Kopfhörer-alarm: gefährliche chemikalien in ihren ohren?

Ein erschreckender Bericht wirft ein düsteres Licht auf den Markt für kabellose Kopfhörer. Eine neue Untersuchung hat in einer überwältigenden Mehrheit der beliebtesten Modelle gefährliche Chemikalien nachgewiesen, was Verbrauchergesundheit und die Transparenz der Elektronikindustrie in Frage stellt.

Die toxfree life initiative deckt systemischen versagen auf

Die toxfree life initiative deckt systemischen versagen auf

Die unabhängige Forschung, durchgeführt von Arnika und Partnerorganisationen aus Tschechien, Slowenien, Slowakei und Österreich im Rahmen der Initiative ToxFree Life, analysierte 81 Kopfhörermodelle von 50 renommierten Marken – darunter Apple, Beats, Samsung, Bose, JBL und Sennheiser. Dabei wurden 180 Proben von Kunststoffkomponenten sowohl aus hartem als auch weichem Material entnommen und im Labor untersucht. Das Ergebnis ist alarmierend: In allen getesteten Modellen wurden schädliche Substanzen gefunden.

Die Studie, die mit EU-Mitteln gefördert wurde, kommt zu dem Schluss, dass ein „systemischer Fehler in der Verbrauchersicherheitsregulierung im gesamten Elektroniksektor“ vorliegt. Der Fokus der Untersuchungen lag insbesondere auf Bisfenolen, einer Stoffgruppe, die bekanntermaßen als endokrine Disruptoren wirken kann – das bedeutet, sie können das Hormonsystem beeinflussen und potenziell zu gesundheitlichen Problemen führen.

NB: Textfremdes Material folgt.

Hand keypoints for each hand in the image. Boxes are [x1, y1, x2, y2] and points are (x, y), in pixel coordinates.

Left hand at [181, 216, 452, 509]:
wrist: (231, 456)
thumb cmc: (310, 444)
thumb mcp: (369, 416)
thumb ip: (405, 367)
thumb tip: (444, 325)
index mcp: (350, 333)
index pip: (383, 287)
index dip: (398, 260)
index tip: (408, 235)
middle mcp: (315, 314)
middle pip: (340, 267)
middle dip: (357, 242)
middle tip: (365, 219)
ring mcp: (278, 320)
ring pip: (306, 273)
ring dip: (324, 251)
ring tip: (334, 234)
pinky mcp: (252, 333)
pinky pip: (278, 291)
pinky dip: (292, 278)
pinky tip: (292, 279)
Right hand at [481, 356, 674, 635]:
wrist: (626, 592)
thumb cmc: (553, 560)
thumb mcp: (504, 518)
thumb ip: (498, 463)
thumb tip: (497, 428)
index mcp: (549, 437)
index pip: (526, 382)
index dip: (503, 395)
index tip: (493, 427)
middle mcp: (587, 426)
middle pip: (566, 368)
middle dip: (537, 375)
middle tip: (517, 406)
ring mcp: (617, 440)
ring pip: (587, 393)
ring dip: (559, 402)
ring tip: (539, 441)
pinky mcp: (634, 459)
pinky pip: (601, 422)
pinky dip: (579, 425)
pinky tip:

Bisfenol A (BPA), ein in den 1950er Jahren weit verbreiteter Kunststoffbestandteil, war in 98 % der Proben nachweisbar. Sein vermeintlicher Ersatz, Bisfenol S (BPS), fand sich in drei von vier Modellen. In einigen Fällen wurden Konzentrationen von bis zu 351 mg/kg gemessen – weit über dem von der Europäischen Chemikalienagentur (ECHA) vorgeschlagenen Grenzwert von 10 mg/kg. Die Tatsache, dass die Konzentrationen in günstigen Kopfhörern, beispielsweise von Plattformen wie Temu, am höchsten waren, ist besonders besorgniserregend.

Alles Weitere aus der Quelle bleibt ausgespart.